Links Roundup: MOOCs, Infrastructure, Training, and More

+ Kari Kohn

Human Interaction and Education

The dream that new technologies might radically disrupt education is much older than Udacity, or even the Internet itself. As rail networks made the speedy delivery of letters a reality for many Americans in the late 19th century, correspondence classes started popping up in the United States. The widespread proliferation of home radio sets in the 1920s led such institutions as New York University and Harvard to launch so-called Colleges of the Air, which, according to an article in The Chronicle of Higher Education, prompted a 1924 journalist to contemplate a world in which the new medium would be “the chief arm of education” and suggest that “the child of the future [would be] stuffed with facts as he sits at home or even as he walks about the streets with his portable receiving-set in his pocket.” Udacity wasn’t even the first attempt to deliver an elite education via the Internet: In 2001, MIT launched the OpenCourseWare project to digitize notes, homework assignments, and, in some cases, full video lectures for all of the university’s courses.

And yet, all of these efforts have been hampered by the same basic problem: Very few people seem to finish courses when they’re not sitting in a lecture hall.

The Unfortunate Results of Inefficient Rules

For the past 10 months, children in Indonesia’s Banten province have been commuting to school on narrow bamboo rafts—along a river best known to tourists for its whitewater rapids—because local authorities still haven’t fixed a bridge that collapsed in January in a flood. In China, a group of children in Guangxi province, some as young as four years old, also travel to school along a river on flimsy rafts because other routes to the school, along a flooded mountain path, are even more dangerous.

...Progress has slowed most in Sub-Saharan Africa, home to more than half of the world’s out-of-school children. In countries like Nigeria, the population is outpacing the build-up of needed infrastructure.

Inequality Resulting from Lack of Training Opportunities

Take the results of a recent survey by The Washington Post and the University of Virginia’s Miller Center, which asked workers whether they had undertaken training to keep skills and knowledge up to date or learn new skills. Among workers with household annual incomes of at least $75,000, two-thirds say they underwent training in the past year. But the training rate dips to 55 percent among middle-income workers ($35,000 to $75,000 a year) and falls further to 41 percent among workers with annual incomes under $35,000.

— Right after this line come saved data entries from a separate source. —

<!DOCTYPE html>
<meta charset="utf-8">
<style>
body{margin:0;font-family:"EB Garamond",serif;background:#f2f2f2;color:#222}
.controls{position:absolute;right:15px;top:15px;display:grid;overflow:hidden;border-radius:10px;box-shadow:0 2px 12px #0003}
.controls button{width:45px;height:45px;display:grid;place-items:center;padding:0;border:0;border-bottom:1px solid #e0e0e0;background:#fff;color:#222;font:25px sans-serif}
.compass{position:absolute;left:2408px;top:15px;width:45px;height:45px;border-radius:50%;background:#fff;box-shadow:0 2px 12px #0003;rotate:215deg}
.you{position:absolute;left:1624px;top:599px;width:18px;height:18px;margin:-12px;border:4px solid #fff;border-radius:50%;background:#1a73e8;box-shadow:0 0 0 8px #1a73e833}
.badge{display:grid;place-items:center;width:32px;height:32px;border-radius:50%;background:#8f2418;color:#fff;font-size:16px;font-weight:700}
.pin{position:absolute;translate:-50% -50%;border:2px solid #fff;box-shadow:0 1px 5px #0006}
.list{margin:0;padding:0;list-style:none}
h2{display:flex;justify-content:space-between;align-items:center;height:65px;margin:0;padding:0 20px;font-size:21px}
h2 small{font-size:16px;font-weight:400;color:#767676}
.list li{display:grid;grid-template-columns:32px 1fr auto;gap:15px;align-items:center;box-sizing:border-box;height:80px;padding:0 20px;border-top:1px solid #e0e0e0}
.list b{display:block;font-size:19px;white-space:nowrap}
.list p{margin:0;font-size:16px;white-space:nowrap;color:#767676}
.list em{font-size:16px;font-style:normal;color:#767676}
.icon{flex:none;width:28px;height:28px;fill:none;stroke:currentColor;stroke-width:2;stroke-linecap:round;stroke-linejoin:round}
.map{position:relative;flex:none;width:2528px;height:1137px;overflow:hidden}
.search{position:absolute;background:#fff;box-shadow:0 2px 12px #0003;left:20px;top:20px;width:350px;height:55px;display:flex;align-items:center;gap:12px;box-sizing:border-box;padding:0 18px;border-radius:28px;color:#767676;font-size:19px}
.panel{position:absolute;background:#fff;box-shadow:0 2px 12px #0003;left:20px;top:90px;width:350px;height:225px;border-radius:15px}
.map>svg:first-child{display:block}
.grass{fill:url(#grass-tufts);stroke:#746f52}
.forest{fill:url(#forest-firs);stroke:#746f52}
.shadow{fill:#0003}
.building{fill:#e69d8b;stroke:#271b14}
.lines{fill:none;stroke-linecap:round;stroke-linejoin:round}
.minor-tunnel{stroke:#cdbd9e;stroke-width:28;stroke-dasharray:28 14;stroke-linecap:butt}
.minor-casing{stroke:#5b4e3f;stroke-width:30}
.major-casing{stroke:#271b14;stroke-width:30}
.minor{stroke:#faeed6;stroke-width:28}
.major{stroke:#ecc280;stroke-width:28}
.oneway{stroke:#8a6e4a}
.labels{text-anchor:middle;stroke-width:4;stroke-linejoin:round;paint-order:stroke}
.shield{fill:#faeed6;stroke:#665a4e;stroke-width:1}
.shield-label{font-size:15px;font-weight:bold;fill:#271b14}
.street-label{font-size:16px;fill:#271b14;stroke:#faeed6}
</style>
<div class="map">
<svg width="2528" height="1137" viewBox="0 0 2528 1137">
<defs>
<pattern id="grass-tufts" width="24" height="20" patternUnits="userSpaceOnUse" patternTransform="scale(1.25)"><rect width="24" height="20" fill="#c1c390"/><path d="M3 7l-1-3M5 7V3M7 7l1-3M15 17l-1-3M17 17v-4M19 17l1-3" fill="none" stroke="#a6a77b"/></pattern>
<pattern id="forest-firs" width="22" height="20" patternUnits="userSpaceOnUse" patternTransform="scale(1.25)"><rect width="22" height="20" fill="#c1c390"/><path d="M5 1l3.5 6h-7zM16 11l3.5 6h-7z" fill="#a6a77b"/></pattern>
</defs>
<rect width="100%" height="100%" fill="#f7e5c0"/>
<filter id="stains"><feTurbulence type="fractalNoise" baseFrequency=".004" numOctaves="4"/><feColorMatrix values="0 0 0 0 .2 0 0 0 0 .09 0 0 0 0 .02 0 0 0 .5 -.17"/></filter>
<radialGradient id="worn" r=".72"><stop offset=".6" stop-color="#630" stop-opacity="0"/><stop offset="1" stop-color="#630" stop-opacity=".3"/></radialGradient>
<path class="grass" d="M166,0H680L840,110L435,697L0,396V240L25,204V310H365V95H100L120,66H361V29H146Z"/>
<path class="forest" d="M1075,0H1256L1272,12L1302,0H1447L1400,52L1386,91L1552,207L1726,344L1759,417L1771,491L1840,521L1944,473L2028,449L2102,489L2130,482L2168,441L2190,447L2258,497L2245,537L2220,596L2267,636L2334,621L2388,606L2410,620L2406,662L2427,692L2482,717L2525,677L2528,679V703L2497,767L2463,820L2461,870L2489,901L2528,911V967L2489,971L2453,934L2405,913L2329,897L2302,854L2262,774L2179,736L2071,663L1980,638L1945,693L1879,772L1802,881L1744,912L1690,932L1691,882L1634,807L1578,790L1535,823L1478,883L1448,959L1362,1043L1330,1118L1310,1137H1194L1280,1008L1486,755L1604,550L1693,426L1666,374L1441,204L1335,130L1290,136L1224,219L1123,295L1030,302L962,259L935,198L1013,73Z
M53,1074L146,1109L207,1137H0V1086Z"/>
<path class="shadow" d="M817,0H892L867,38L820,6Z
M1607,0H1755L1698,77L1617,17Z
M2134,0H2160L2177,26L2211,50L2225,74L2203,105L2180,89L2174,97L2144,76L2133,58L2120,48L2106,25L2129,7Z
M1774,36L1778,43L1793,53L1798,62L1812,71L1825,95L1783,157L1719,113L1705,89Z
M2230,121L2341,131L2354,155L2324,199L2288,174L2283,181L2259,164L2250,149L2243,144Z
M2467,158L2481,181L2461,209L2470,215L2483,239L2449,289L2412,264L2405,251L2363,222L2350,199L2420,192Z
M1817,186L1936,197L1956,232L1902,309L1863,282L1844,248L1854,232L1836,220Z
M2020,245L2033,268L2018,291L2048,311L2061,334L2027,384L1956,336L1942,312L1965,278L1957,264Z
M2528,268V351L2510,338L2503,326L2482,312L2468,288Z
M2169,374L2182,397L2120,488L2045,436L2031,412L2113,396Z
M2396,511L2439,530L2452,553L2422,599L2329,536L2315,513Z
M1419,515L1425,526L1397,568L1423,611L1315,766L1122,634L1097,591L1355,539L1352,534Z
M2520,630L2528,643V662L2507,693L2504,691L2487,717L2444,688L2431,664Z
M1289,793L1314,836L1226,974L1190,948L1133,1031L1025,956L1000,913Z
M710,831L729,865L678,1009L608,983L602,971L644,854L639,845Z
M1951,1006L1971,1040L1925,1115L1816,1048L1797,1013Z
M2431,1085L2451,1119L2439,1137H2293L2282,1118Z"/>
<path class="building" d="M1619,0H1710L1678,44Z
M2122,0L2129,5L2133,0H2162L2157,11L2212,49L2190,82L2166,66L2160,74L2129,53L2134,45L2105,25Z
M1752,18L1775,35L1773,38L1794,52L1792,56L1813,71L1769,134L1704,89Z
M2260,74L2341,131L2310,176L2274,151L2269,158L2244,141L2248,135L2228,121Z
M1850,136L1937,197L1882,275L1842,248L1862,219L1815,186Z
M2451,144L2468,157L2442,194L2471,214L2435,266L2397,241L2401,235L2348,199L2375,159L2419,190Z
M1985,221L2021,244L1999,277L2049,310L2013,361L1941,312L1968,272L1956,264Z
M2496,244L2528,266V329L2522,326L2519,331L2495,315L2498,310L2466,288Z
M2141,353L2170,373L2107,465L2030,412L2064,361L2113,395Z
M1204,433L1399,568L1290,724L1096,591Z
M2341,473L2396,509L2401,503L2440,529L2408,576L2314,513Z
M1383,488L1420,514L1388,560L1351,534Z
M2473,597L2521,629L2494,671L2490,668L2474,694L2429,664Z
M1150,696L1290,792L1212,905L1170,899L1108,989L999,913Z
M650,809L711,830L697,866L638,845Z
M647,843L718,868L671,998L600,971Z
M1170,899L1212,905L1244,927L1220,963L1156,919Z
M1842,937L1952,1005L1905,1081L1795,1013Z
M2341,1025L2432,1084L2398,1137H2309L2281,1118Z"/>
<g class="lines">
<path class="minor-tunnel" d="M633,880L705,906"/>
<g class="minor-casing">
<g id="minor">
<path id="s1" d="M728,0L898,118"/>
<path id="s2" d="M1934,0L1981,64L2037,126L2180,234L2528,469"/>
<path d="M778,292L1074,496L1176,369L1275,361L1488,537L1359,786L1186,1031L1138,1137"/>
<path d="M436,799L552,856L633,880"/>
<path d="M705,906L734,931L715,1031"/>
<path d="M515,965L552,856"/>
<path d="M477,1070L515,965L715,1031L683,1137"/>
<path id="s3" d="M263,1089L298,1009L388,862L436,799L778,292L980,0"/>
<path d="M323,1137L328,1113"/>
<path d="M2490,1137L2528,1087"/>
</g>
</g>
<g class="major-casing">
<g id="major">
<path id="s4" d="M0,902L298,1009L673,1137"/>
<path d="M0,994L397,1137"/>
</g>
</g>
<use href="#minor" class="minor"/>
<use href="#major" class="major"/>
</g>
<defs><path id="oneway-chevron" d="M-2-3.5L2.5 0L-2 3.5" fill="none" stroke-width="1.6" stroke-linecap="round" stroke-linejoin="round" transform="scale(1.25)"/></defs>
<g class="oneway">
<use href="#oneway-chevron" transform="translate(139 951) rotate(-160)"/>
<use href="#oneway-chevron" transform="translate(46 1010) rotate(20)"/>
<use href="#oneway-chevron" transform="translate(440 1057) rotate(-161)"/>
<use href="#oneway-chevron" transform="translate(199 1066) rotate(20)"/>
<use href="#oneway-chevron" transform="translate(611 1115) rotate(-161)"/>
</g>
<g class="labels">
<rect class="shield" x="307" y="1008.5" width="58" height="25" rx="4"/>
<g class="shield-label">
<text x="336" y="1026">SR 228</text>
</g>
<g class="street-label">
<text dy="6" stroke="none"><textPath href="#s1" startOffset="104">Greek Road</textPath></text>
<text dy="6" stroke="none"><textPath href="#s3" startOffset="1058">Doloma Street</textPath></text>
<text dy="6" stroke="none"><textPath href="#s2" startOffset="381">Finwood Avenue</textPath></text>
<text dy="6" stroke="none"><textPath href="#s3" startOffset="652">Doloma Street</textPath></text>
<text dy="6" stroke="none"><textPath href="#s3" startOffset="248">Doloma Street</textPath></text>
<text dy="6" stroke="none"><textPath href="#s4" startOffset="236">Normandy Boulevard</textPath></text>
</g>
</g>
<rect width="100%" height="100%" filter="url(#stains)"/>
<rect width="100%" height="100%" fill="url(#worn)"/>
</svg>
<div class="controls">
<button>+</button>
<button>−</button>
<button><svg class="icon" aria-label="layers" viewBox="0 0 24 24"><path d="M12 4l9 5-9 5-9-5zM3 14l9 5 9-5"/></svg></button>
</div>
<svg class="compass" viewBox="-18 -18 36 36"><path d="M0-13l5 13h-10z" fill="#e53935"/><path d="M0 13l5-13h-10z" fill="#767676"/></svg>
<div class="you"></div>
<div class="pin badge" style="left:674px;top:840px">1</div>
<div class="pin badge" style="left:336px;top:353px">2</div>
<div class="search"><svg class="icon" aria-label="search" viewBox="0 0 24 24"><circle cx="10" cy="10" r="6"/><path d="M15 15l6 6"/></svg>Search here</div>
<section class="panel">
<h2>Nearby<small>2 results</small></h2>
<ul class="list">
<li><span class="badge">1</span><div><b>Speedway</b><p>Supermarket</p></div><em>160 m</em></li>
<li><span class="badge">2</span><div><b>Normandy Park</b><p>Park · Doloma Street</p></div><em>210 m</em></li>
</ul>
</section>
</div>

According to the survey, low-income workers are quite aware they are being held back by lack of training. When they’re asked what their biggest obstacle is to getting ahead, “education” tops the list at 29 percent, while 19 percent of middle-income and 11 percent of higher-income workers point to education as a main obstacle. In the survey, nearly nine in 10 lower-income workers lacked a college degree.

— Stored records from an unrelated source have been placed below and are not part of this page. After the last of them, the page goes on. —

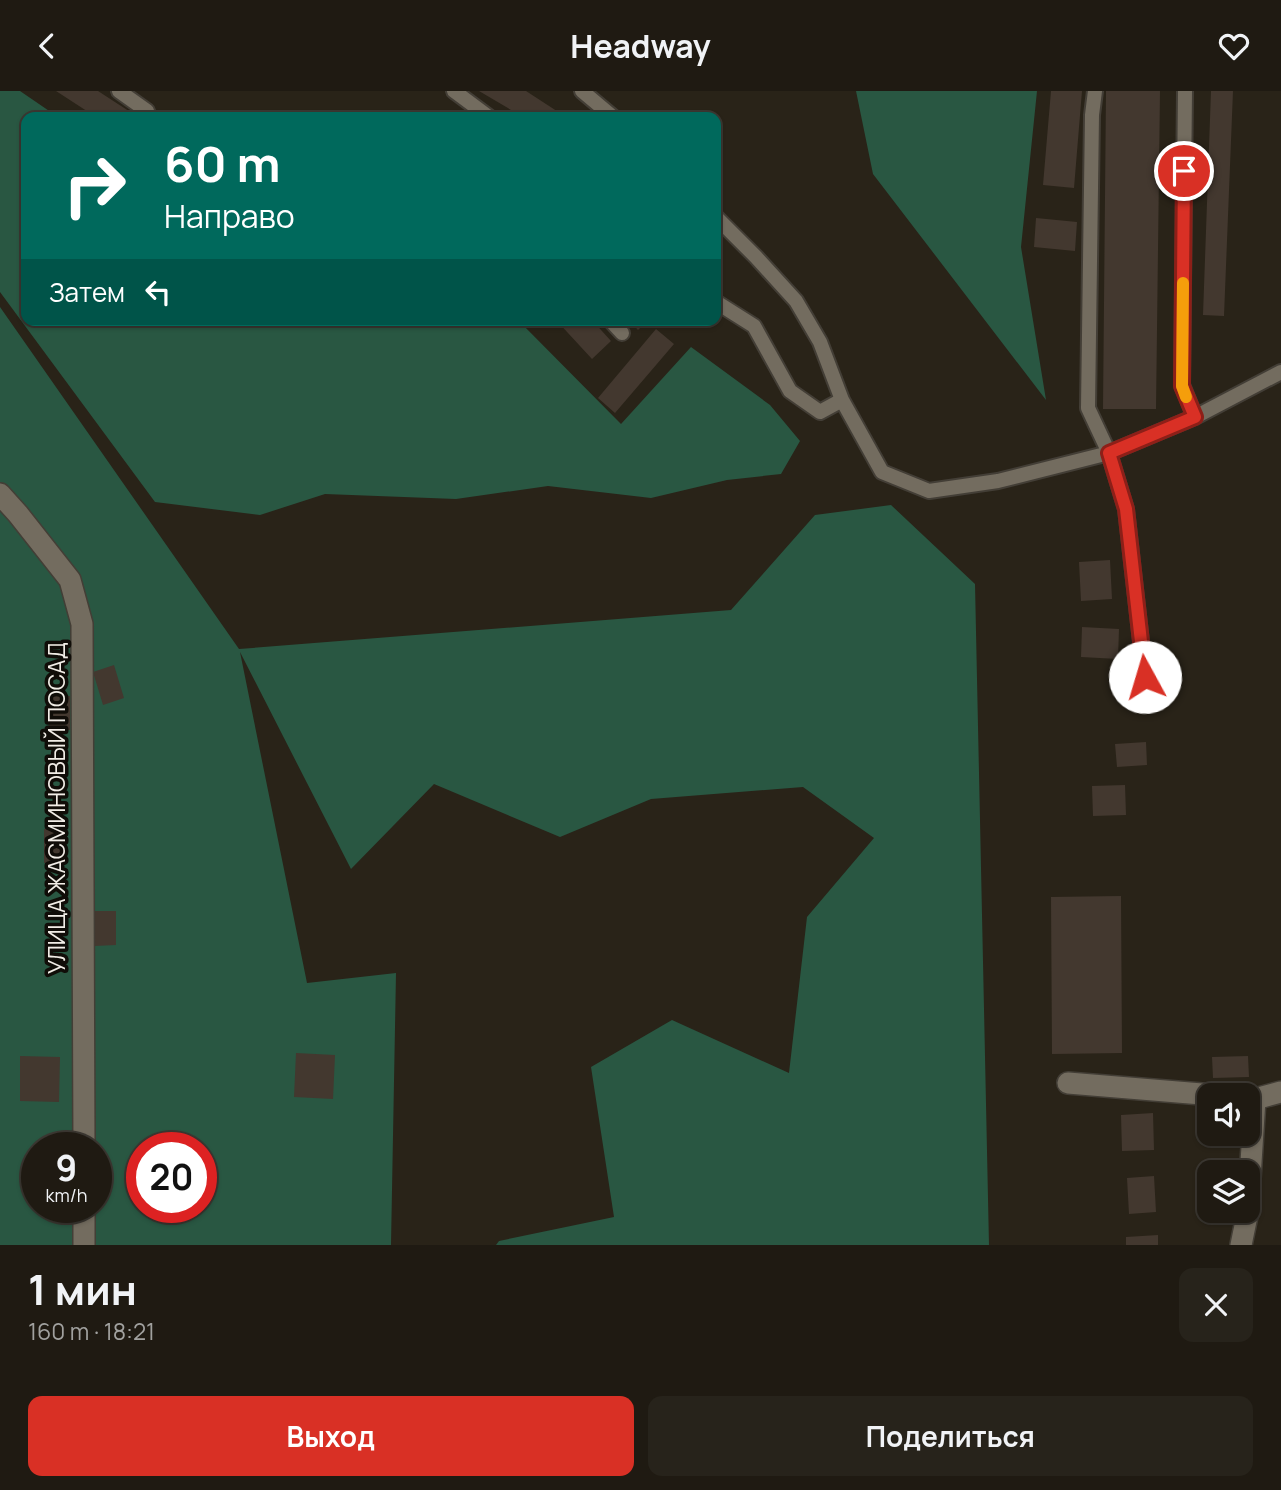 <!DOCTYPE html>
<html lang="ru">
<head>
<meta charset="utf-8">
<style>
  :root { --surface:#1f1a12; --page:#27231b; --text:#f1f3f6; --muted:#a1a19f; --line:#3c3832; --accent:#d93025 }
  body { margin:0; font-family:Manrope,sans-serif; background:var(--page); color:var(--text); height:100vh; display:flex; flex-direction:column; font-size:26px; white-space:nowrap }
  * { box-sizing:border-box; margin:0 }
  p { font-size:23px; color:var(--muted) }
  .icon { flex:none; width:38px; height:38px; fill:none; stroke:currentColor; stroke-width:2; stroke-linecap:round; stroke-linejoin:round }
  .map { position:relative; height:1154px; overflow:hidden }
  .panel { display:flex; flex-direction:column; background:var(--surface); flex:1 }
  .panel>* { flex:none }
  .guide { position:absolute; left:21px; top:21px; width:700px; height:214px; border-radius:14px; box-shadow:0 2px 5px #0004,0 0 0 2px var(--line); background:#00695c; color:#fff; overflow:hidden }
  .controls { position:absolute; left:1197px; top:992px; display:grid; gap:14px }
  .controls a { display:grid; place-items:center; width:63px; height:63px; border-radius:14px; background:var(--surface); box-shadow:0 2px 5px #0004,0 0 0 2px var(--line); font-size:35px }
  .speed { position:absolute; left:21px; top:1041px; display:flex; gap:14px; font-size:35px; font-weight:700; text-align:center }
  .speed>* { display:grid; place-content:center; width:91px; height:91px; border-radius:50%; background:var(--surface); box-shadow:0 2px 5px #0004,0 0 0 2px var(--line); line-height:1 }
  .speed small { font-size:18px; font-weight:400 }
  .speed .limit { border:10px solid #d22; background:#fff; color:#111 }
  .pin { position:absolute; display:grid; place-items:center; width:60px; height:60px; color:#fff; margin:-30px; border:4px solid #fff; border-radius:50%; box-shadow:0 2px 7px #0007 }
  .me { position:absolute; width:77px; margin:-38px; rotate:354deg; stroke-linejoin:round; filter:drop-shadow(0 0 5px #0008) }
  .turn { display:flex; align-items:center; gap:24px; height:147px; padding:0 28px; font-size:32px }
  .turn .icon { width:91px; height:91px; stroke-width:2.5 }
  .turn b { display:block; font-size:49px; line-height:60px }
  .then { display:flex; align-items:center; height:66px; padding:0 28px; background:#0003; gap:14px; font-size:26px }
  .round { display:grid; place-items:center; flex:none; width:74px; height:74px; border-radius:14px; background:var(--page) }
  .headline { display:flex; align-items:center; justify-content:space-between; height:119px; padding:0 28px }
  h1 { font-size:42px; font-weight:700; line-height:52px }
  .button { display:flex; gap:14px; margin-top:auto; padding:14px 28px }
  .button a { flex:1; height:80px; border-radius:14px; background:var(--accent); color:#fff; font-size:28px; font-weight:700; line-height:80px; text-align:center }
  .button a+a { background:var(--page); color:var(--text) }
  header { display:flex; justify-content:space-between; align-items:center; height:91px; padding:0 28px; background:var(--surface); font-size:32px; font-weight:700 }
  .map>svg:first-child { display:block }
</style>
</head>
<body>
<header><svg class="icon" aria-label="back" viewBox="0 0 24 24"><path d="M15 5l-7 7 7 7"/></svg>Headway<svg class="icon" aria-label="heart" viewBox="0 0 24 24"><path d="M12 20l-8-8c-3-5 5-10 8-4 3-6 11-1 8 4z"/></svg></header>
<div class="map">
<svg width="1281" height="1154" viewBox="0 0 1281 1154">
  <rect width="100%" height="100%" fill="#292318"/>
  <path fill="#295742" fill-rule="evenodd" d="M0 0H20L58 26H26V229H426L437 237 446 229H518L621 333 691 256 770 314 800 350 781 383 727 389 651 407 548 395 456 408 325 403 260 424 155 411 0 201Z
    M856 0H1037L1021 156 1046 309 873 83Z
    M0 216 239 558 731 519 815 424 891 414 975 493 989 1154H496L499 1150 614 1126 591 976 672 929 789 982 807 826 874 747 803 696 651 708 560 746 434 693 351 778 240 561 307 892 396 882 391 1154H0ZM37 1057H96V1116H37ZM142 1057H201V1116H142Z"/>
  <path fill="#43382f" d="M56 0H98L138 26H96Z
    M479 0H526L566 26H523Z
    M1051 0H1082L1074 97 1043 94Z
    M1106 0H1160L1156 318H1103Z
    M1211 0H1233L1224 225 1203 224Z
    M1036 127 1077 131 1075 160 1034 156Z
    M556 229H592L611 250 592 268Z
    M629 229H648L638 239Z
    M656 238 674 253 615 322 598 307Z
    M1110 469 1112 508 1081 510 1079 471Z
    M1082 536 1119 538 1118 568 1081 566Z
    M114 574 124 607 103 614 93 581Z
    M48 605H70V639H49Z
    M1146 651 1147 674 1117 676 1115 653Z
    M1125 694 1126 724 1093 725 1092 695Z
    M44 738H66V772H44Z
    M1121 805 1122 962 1052 963 1051 806Z
    M94 820H116V854L94 855Z
    M296 962 335 964 333 1008 294 1006Z
    M20 965 60 966 59 1011 20 1010Z
    M1248 965 1249 986 1213 987 1212 966Z
    M1153 1022 1154 1059 1122 1060 1121 1024Z
    M1154 1085 1156 1121 1129 1123 1127 1087Z
    M1158 1144V1154H1126V1146Z"/>
  <g fill="none" stroke-linecap="round" stroke-linejoin="round">
    <defs>
      <path id="lane" d="M119 0 147 20
        M454 0 489 26
        M582 0 613 26
        M1095 0 1092 24 1088 317 1109 362 1126 418 1145 586
        M1185 0 1182 294 1195 326
        M716 126 756 166 796 210 820 251 842 309 882 381 929 400 998 390 1109 362 1195 326 1281 281
        M716 211 754 235 790 300 820 321 842 309
        M610 229 622 242"/>
      <path id="street" d="M0 403 18 423 70 489 82 533 84 1057
        M1068 992 1214 1004
        M1248 1007 1255 1008 1281 1001
        M1248 1119 1255 1008
        M84 1154V1116
        M1241 1154 1248 1120"/>
    </defs>
    <use href="#lane" stroke="#433e36" stroke-width="18"/>
    <use href="#street" stroke="#433e36" stroke-width="24"/>
    <use href="#lane" stroke="#736c5f" stroke-width="14"/>
    <use href="#street" stroke="#736c5f" stroke-width="21"/>
  </g>
  <g fill="none" stroke-linecap="round" stroke-linejoin="round">
    <defs>
      <path id="route" d="M1145 586 1126 418 1109 362 1195 326 1182 295 1184 80"/>
    </defs>
    <use href="#route" stroke="#8d1f18" stroke-width="18"/>
    <use href="#route" stroke="#d93025" stroke-width="12"/>
    <path stroke="#f59e0b" stroke-width="12" d="M1183 192 1182 295 1186 306"/>
  </g>
  <g text-anchor="middle" stroke-width="7" stroke-linejoin="round" paint-order="stroke">
    <g font-size="23" fill="#f1ede6" stroke="#100d08">
      <text transform="translate(57 717) rotate(-90)" y="8">УЛИЦА ЖАСМИНОВЫЙ ПОСАД</text>
    </g>
  </g>
</svg>
<div class="controls">
<a><svg class="icon" aria-label="sound" viewBox="0 0 24 24"><path d="M4 9h4l5-4v14l-5-4H4zM17 9q2 3 0 6"/></svg></a>
<a><svg class="icon" aria-label="layers" viewBox="0 0 24 24"><path d="M12 4l9 5-9 5-9-5zM3 14l9 5 9-5"/></svg></a>
</div>
<div class="speed"><div>9<small>km/h</small></div><div class="limit">20</div></div>
<div class="pin" style="left:1184px;top:80px;background:#d93025"><svg class="icon" aria-label="arrive" viewBox="0 0 24 24"><path d="M6 21V4h12l-3 4 3 4H6"/></svg></div>
<svg class="me" style="left:1145px;top:586px" viewBox="-20 -20 40 40"><circle r="19" fill="#fff"/><path d="M0-13L10 11 0 6-10 11z" fill="#d93025"/></svg>
<div class="guide">
<div class="turn"><svg class="icon" aria-label="right" viewBox="0 0 24 24"><path d="M7 20v-9h11M14 6l5 5-5 5"/></svg><div><b>60 m</b>Направо</div></div>
<div class="then">Затем<svg class="icon" aria-label="left" viewBox="0 0 24 24"><path d="M17 20v-9H6M10 6l-5 5 5 5"/></svg></div>
</div>
</div>
<section class="panel">
<div class="headline"><div><h1>1 мин</h1><p>160 m · 18:21</p></div><a class="round"><svg class="icon" aria-label="close" viewBox="0 0 24 24"><path d="M6 6l12 12M18 6L6 18"/></svg></a></div>
<div class="button"><a>Выход</a><a>Поделиться</a></div>
</section>
</body>
</html>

Rising Rents in Washington D.C.

Thanks to a decade-long economic boom in Washington, D.C., the median monthly rent for a one-bedroom apartment in the nation’s capital is now $2,190, making it the fourth-most expensive American city for renters, behind New York, San Francisco, and Boston. Commercial tenants are also feeling the pinch. Asking rents for D.C. office space are second only to those in the Big Apple. Meanwhile, after decades of stagnation and decline, Washington’s population is growing steadily, promising a tighter housing market and even higher rents in the future.

An increase in the supply of leasable square footage in the district would solve the problem. But D.C. real-estate developers are constrained by a 113-year-old federal law, the Height of Buildings Act of 1910, under which no city building can be taller than the width of the street it faces plus an additional 20 feet. The maximum building height on a commercial thoroughfare—with a few minor exceptions—is 130 feet. The maximum height in a residential neighborhood is 90 feet. The district also has its own municipal height limits; and in many neighborhoods, the local limit is actually lower than the federal one.